Question

Find the coordinates of feet of the perpendiculars let fall from the point $(5,0)$ upon the sides of the triangle formed by joining the three points $(4,3),(-4,3)$ and $(0,-5)$. Prove also that the points so determined lie on a straight line.

Answer 1

Let the points be denoted by $A,B,C$ respectively as marked.
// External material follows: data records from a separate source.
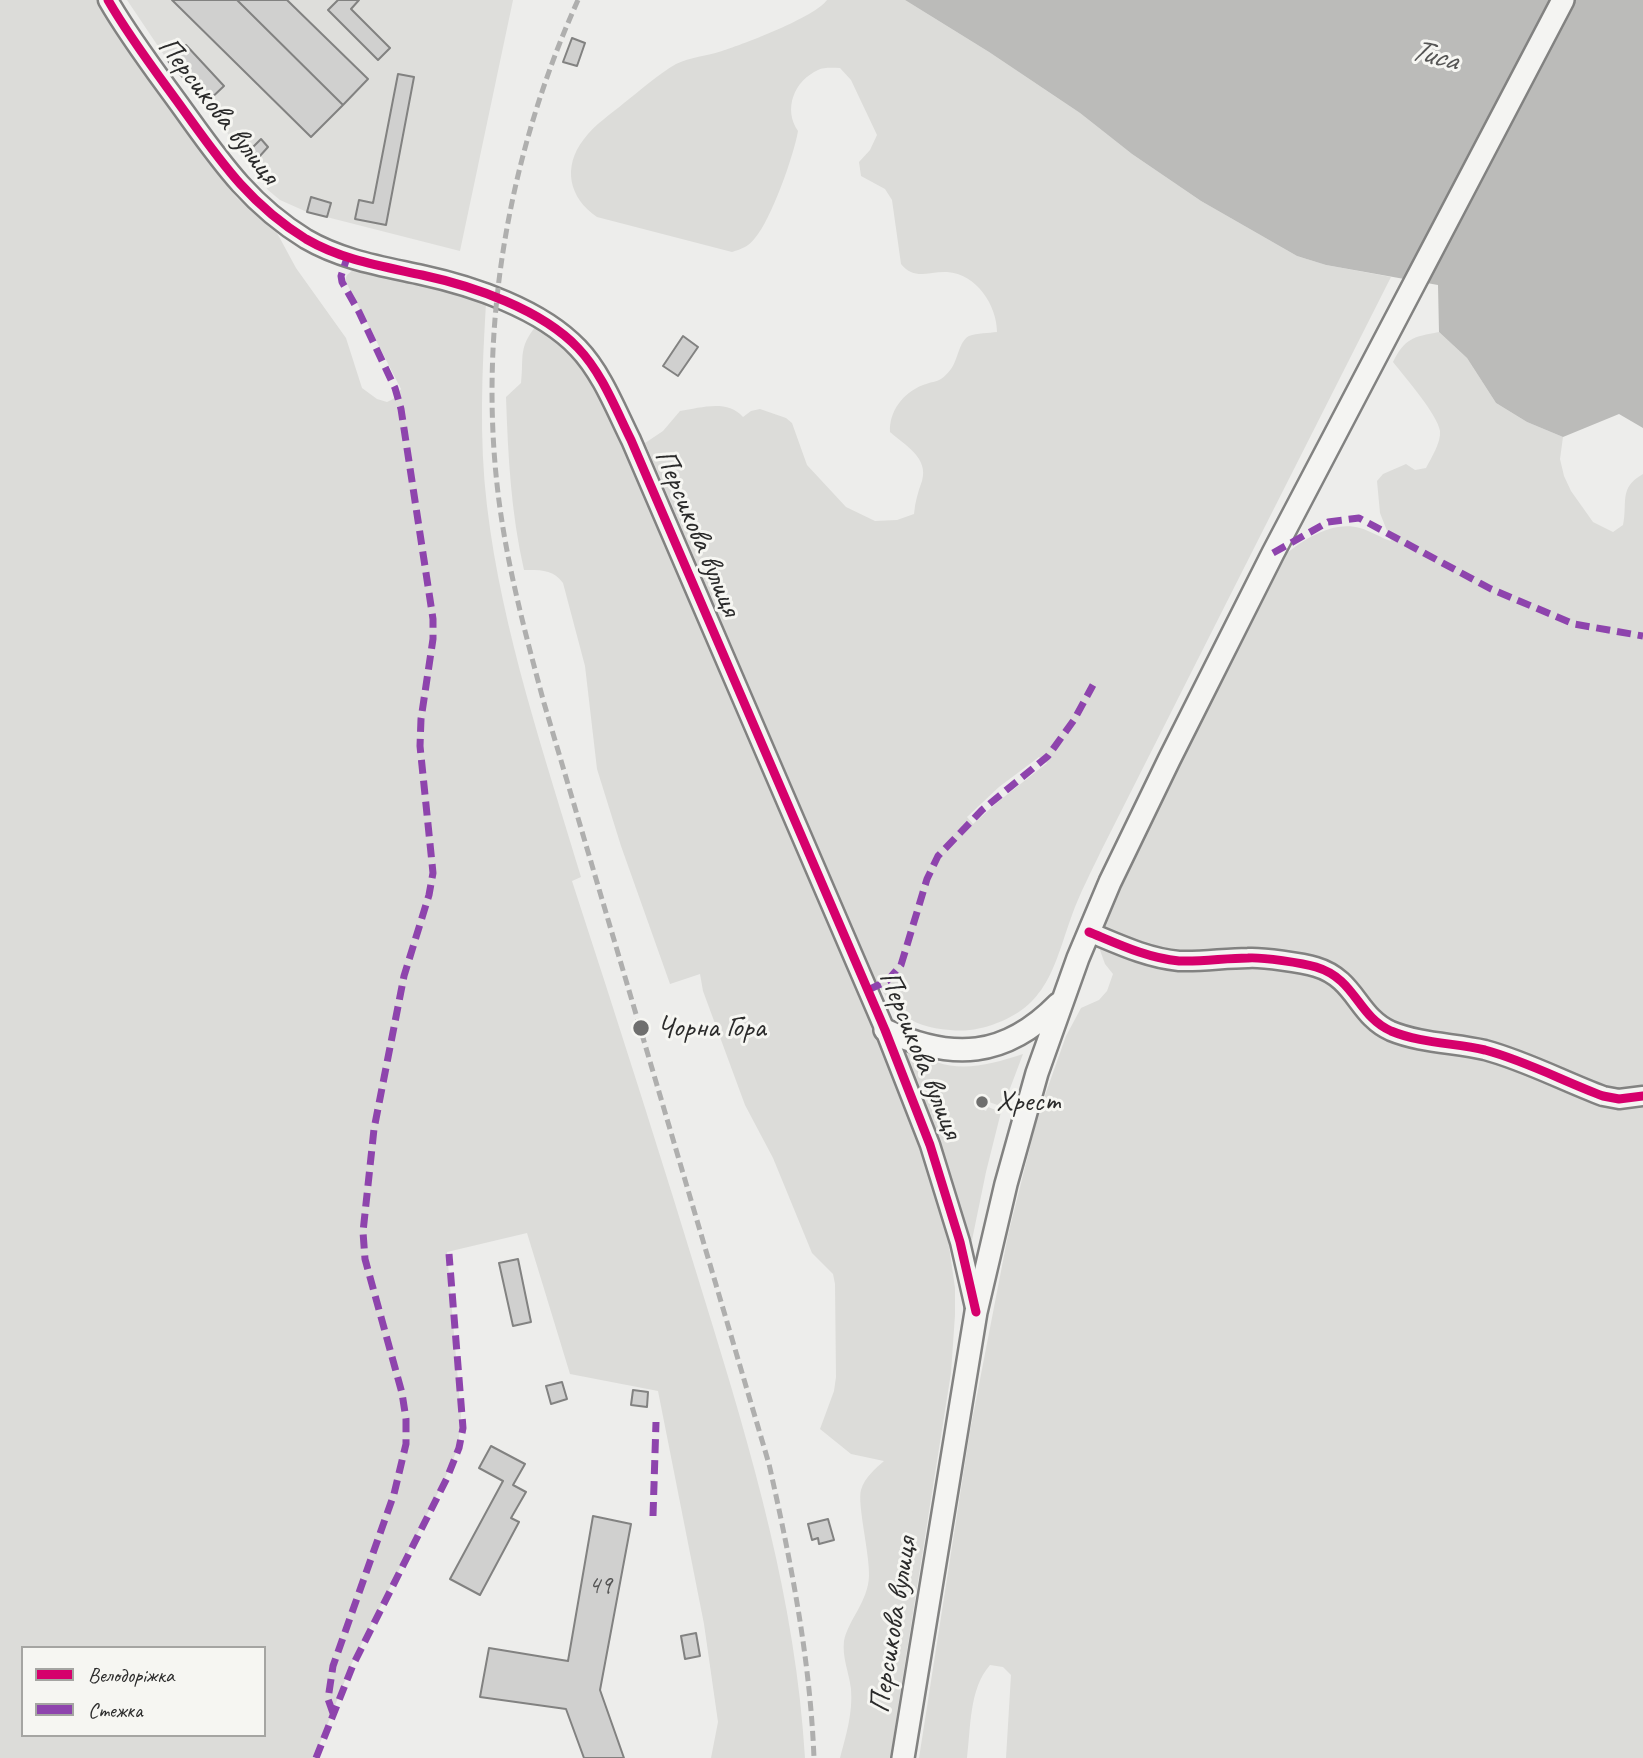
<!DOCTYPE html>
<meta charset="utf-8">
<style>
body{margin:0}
#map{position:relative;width:1643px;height:1758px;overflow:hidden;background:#ededeb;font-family:Caveat,sans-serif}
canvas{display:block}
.legend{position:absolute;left:21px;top:1646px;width:245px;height:91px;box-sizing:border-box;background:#f6f6f2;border:2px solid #a5a5a2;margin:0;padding:9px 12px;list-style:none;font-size:21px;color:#2b2b2b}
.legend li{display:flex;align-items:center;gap:14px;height:35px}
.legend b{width:35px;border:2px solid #a5a5a2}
</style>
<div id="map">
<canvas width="1643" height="1758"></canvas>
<ul class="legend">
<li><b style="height:9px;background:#d6006c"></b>Велодоріжка</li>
<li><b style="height:9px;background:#8e44ad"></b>Стежка</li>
</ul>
</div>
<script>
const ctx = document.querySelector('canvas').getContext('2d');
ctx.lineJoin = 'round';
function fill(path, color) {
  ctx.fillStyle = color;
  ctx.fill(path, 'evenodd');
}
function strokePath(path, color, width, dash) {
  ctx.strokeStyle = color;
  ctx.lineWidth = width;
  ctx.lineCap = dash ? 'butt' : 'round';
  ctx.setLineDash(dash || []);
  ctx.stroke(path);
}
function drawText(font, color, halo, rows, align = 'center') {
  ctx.font = font + ' Caveat,sans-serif';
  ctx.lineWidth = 6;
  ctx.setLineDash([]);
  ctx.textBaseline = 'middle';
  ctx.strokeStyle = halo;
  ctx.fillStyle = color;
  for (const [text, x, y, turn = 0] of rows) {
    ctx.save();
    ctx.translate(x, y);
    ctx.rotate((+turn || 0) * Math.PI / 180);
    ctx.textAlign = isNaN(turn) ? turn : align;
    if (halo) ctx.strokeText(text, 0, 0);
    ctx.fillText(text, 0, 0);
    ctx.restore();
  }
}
const built = new Path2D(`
 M 127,0 L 513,0 L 460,251 L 307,212 L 280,200 L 268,190 L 206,103 L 168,61 Z`);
const green = new Path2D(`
 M 0,0 L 98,0 L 128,47 L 222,180 L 237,198 L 276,231 L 296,268 L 346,338 L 362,388 L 377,399 L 387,402 L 393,399 L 401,389 L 345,280 L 347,275 L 354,269 C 399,278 443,286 486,303 C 482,371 479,439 487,506 C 502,632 545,756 581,877 L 572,881 C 618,1022 663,1163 706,1304 C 752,1453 796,1602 805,1758 L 711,1758 L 718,1722 L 704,1624 L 658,1391 L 570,1374 L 527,1233 L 447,1252 L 461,1416 L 458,1448 L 443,1483 L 352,1663 L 314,1758 L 0,1758 ZM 23,1648 L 264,1648 L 264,1735 L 23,1735 Z
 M 827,0 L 905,0 L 989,52 L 1080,113 L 1132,154 L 1201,201 L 1297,256 L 1326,265 L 1391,277 L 1101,851 C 1091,872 1080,893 1072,915 C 1055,962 1049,1004 997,1023 C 982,1029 966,1032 950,1030 C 908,1027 892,1010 873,975 L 645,443 L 663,431 L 680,411 C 701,408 727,399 743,417 L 751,411 L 760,409 L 786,418 L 792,423 L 807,465 L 846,507 L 875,521 L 897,520 L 914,514 C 915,502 918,492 922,481 C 929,458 905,445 890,432 C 889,411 903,393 923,385 C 937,380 940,383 951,369 C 958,360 959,341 969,336 C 977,333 989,333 997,332 C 997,306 977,274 947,272 C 929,271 915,281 901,264 L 892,200 L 885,189 L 861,176 L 859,162 L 870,150 L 877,135 L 851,80 L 840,68 C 833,68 824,67 818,70 C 794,81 783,109 798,131 C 794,155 771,220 755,238 C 749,246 742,249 732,252 L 597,217 C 569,198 562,167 584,139 C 594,125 611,114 624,103 C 641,90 657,75 676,64 C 690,57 707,56 722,51 C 744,44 815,17 827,0 ZM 1039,757 L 1047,763 L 999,801 L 973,824 L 967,817 L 999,787 Z
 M 536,326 L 553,337 L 581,366 L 608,414 L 660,531 L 744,732 L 877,1031 L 925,1158 L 949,1246 L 955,1288 L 955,1315 L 951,1373 L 890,1758 L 840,1758 C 846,1735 853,1713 851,1689 C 849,1672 842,1658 844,1641 C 848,1620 868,1602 869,1576 C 870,1555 857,1504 861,1490 C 865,1477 875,1469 884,1461 L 851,1454 L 820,1429 L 834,1391 L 836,1377 L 835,1284 L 833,1274 L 812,1253 L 773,1158 L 745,1105 L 703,991 L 700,974 L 670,984 L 621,846 L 597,769 L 585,666 L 563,583 C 553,569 540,570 524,570 C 511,513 508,456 506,397 L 521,383 C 524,357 518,348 536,326 Z
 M 1439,332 L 1467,358 L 1496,403 L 1527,422 L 1563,437 L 1560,459 L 1564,476 L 1571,491 L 1593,522 L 1613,532 L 1623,525 C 1628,503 1618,488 1643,474 L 1643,1758 L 1006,1758 L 1011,1675 L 1003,1667 L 990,1665 C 969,1689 971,1727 967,1758 L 919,1758 L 970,1431 L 1008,1235 L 1038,1115 L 1066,1036 L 1081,1008 L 1099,1000 L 1107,991 L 1113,974 L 1105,964 L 1096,939 L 1156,806 L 1282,557 C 1302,540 1333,520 1360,528 C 1371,531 1381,538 1391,541 L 1380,513 L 1377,481 L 1383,474 L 1406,464 L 1415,470 L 1426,468 C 1431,458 1441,443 1440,431 C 1438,415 1404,376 1393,362 C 1405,338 1413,337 1439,332 Z
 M 911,1048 C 947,1076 983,1067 1023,1054 L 1003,1107 L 989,1102 L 990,1098 L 979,1095 L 975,1106 L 986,1111 L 988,1107 L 1001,1112 L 986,1172 L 972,1240 L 968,1240 L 941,1147 L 902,1054 Z`);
const water = new Path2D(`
 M 905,0 L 1643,0 L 1643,428 L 1619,414 L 1563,437 L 1527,422 L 1496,403 L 1467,358 L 1439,332 L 1438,285 L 1326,265 L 1297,256 L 1201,201 L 1132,154 L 1080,113 L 989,52 Z`);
const building = new Path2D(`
 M 172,0 L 237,0 L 343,105 L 311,137 Z
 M 237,0 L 287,0 L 368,79 L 343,105 Z
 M 338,0 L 359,0 L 351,9 L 390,48 L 378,60 L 328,10 Z
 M 572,38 L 585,43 L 577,66 L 563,62 Z
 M 186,45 L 224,86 L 206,103 L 168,61 Z
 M 398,74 L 414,77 L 386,225 L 355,219 L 359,200 L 373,203 Z
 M 261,139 L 268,147 L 259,157 L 251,149 Z
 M 311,197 L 331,203 L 327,217 L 307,212 Z
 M 683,336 L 698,347 L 678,376 L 663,366 Z
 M 518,1259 L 531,1322 L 513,1326 L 499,1263 Z
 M 562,1382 L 567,1399 L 551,1404 L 546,1386 Z
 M 633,1390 L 648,1392 L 647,1407 L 631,1405 Z
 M 491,1446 L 525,1464 L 513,1485 L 526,1492 L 511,1518 L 519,1522 L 480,1595 L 450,1579 L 503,1481 L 479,1468 Z
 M 593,1516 L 631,1524 L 600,1690 L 624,1758 L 584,1758 L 566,1709 L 480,1697 L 489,1648 L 568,1661 Z
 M 828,1519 L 834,1540 L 819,1544 L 818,1538 L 812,1540 L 808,1524 Z
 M 696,1633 L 700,1656 L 685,1659 L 681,1636 Z`);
const minor = new Path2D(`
 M 108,0 C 128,35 153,68 177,101 C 217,156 246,202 306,239 C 342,260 381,266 422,275 C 473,286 541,309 578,348 C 602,373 616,410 631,440 L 885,1030 L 930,1145 L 960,1242 L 976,1312
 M 1089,932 C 1118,944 1147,958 1179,961 C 1203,962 1225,958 1248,958 C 1262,957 1303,963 1316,967 C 1356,979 1357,1016 1391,1031 C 1420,1043 1454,1043 1485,1050 C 1526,1061 1563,1081 1603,1096 L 1619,1099 L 1643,1096`);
const major = new Path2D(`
 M 885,1030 C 952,1061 1005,1058 1058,1004
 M 903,1758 L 976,1312 L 1006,1184 L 1037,1073 L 1078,958 L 1110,882 L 1169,760 L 1273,553 L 1563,0`);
const rail = new Path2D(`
 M 578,0 C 508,155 477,332 499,501 C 508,570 526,636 544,703 L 769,1464 C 791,1562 810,1658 814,1758`);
const quiet = new Path2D(`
 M 1273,553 L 1328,522 L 1359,518 L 1491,589 L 1574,624 L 1643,636
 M 868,990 L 887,981 L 901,965 L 927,879 L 938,856 L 982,810 L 1048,756 L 1074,720 L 1093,685
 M 653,1516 L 656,1422
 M 333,1713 L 328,1699 L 333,1666 L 394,1494 L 406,1444 L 406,1419 L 402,1393 L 365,1259 L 363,1232 L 374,1129 L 404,976 L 429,895 L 433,873 L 420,746 L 421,719 L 433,639 L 433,619 L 401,409 L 395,388 L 359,312 L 342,282 L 341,276 L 347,258
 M 316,1758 L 353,1665 L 447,1478 L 459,1448 L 463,1428 L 449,1254`);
const cycleway = new Path2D(`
 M 108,0 C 128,35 153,68 177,101 C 217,156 246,202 306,239 C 342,260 381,266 422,275 C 473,286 541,309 578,348 C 602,373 616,410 631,440 L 885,1030 L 930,1145 L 960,1242 L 976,1312
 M 1089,932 C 1118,944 1147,958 1179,961 C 1203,962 1225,958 1248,958 C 1262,957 1303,963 1316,967 C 1356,979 1357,1016 1391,1031 C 1420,1043 1454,1043 1485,1050 C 1526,1061 1563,1081 1603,1096 L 1619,1099 L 1643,1096`);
const markers = [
 [641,1028,9,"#6f6f6e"],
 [982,1102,7,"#6f6f6e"]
];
const numberNames = [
 ["49",600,1586]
];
const streetNames = [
 ["Персикова вулиця",218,111,52],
 ["Персикова вулиця",697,533,67],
 ["Персикова вулиця",920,1055,68],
 ["Персикова вулиця",894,1625,-81]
];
const poiNames = [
 ["Чорна Гора",657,1028],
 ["Хрест",996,1102]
];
const waterNames = [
 ["Тиса",1434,56,15]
];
fill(built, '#dededb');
fill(green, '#dcdcd9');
fill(water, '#bbbbb9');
fill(building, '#d0d0cf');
strokePath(building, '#828281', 2);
strokePath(minor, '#828281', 23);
strokePath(major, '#828281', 26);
strokePath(minor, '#f4f4f2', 18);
strokePath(major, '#f4f4f2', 21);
strokePath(rail, '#afafae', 5, [10, 5]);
strokePath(quiet, '#8e44ad', 7, [14, 7]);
strokePath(cycleway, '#d6006c', 9);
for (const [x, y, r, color] of markers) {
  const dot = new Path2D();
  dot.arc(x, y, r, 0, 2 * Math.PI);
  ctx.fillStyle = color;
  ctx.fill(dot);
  strokePath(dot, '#f6f6f2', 2.5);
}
drawText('26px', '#545454', null, numberNames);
drawText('30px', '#2b2b2b', '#f6f6f2', streetNames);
drawText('30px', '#2b2b2b', '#f6f6f2', poiNames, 'left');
drawText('italic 32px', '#565655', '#f6f6f2', waterNames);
</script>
The equation of the sides are found to be as $AB,y=3,BC,2x+y=-5$ and $CA,2x-y=5$
Point $P$, the foot of perpendicular from $M$ on $AB$ is clearly $(5,3)$. $R$ is the foot of perpendicular from $(5,0)$ on $BC$ whose equation is $2x+y+5=0$. If $R$ is $(h,k)$ then by $R$
$\frac{h-5}{2}=\frac{k-0}{1}=-\frac{2.5+0+5}{5}=-3$
$\therefore$ $(h,k)$ is the point $R(-1,-3)$
Similarly $Q$ is foot of perpendicular from $M$ on $CA$ whose equation is $2x-y=5$. As above the point $Q$ is $(3,1)$
It can be easily shown that area of $△PQR=0$ so that these points are collinear. We may also say that slope of $PQ=$ slope $PR=1$ so that these points are collinear.